** Data for this task **
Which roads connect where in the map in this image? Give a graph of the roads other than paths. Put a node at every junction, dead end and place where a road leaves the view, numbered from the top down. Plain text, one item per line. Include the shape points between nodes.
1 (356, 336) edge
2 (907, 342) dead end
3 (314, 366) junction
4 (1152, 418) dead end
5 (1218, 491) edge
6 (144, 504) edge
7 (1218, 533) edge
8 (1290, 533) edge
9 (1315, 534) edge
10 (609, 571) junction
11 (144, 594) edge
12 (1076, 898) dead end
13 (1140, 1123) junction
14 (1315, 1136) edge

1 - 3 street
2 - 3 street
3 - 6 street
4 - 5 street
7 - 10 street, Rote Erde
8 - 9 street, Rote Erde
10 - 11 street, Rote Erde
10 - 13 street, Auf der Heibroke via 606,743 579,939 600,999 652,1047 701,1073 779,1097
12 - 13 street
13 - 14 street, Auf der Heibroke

** Aim of the task **
The entries listed above are to be output exactly. Leave none out.

** Written answer **
Which roads connect where in the map in this image? Give a graph of the roads other than paths. Put a node at every junction, dead end and place where a road leaves the view, numbered from the top down. Plain text, one item per line. Include the shape points between nodes.
1 (356, 336) edge
2 (907, 342) dead end
3 (314, 366) junction
4 (1152, 418) dead end
5 (1218, 491) edge
6 (144, 504) edge
7 (1218, 533) edge
8 (1290, 533) edge
9 (1315, 534) edge
10 (609, 571) junction
11 (144, 594) edge
12 (1076, 898) dead end
13 (1140, 1123) junction
14 (1315, 1136) edge

1 - 3 street
2 - 3 street
3 - 6 street
4 - 5 street
7 - 10 street, Rote Erde
8 - 9 street, Rote Erde
10 - 11 street, Rote Erde
10 - 13 street, Auf der Heibroke via 606,743 579,939 600,999 652,1047 701,1073 779,1097
12 - 13 street
13 - 14 street, Auf der Heibroke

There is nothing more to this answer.